Work required: The required output is a copy of each line in the material below that includes "Космічна".

Data provided:
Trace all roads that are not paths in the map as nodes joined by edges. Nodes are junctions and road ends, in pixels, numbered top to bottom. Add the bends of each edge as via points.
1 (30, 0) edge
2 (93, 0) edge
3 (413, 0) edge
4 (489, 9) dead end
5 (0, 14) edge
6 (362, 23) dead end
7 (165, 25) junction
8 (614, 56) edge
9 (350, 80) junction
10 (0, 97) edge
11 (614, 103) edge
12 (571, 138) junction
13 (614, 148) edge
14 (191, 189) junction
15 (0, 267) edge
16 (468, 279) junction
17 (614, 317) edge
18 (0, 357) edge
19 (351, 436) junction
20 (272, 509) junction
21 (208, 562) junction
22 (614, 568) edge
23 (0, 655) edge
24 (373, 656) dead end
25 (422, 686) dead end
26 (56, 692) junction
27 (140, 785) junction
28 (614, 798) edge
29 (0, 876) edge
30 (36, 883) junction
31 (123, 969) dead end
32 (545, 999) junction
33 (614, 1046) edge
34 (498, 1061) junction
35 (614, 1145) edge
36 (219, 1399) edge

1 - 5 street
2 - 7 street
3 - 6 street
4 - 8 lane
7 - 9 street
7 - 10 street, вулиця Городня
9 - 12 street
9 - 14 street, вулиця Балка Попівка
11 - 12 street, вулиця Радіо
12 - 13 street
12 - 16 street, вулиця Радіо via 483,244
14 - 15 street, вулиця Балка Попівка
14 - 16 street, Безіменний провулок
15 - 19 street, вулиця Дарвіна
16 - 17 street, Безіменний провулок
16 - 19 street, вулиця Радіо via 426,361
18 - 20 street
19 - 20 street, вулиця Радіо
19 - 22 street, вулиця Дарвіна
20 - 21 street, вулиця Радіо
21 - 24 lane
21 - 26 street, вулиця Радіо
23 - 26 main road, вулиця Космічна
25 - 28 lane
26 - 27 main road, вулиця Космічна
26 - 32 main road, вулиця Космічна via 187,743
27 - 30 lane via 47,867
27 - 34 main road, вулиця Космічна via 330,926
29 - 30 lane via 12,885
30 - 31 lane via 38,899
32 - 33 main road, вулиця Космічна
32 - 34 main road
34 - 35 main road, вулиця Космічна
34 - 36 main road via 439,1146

Output for this exercise:
23 - 26 main road, вулиця Космічна
26 - 27 main road, вулиця Космічна
26 - 32 main road, вулиця Космічна via 187,743
27 - 34 main road, вулиця Космічна via 330,926
32 - 33 main road, вулиця Космічна
34 - 35 main road, вулиця Космічна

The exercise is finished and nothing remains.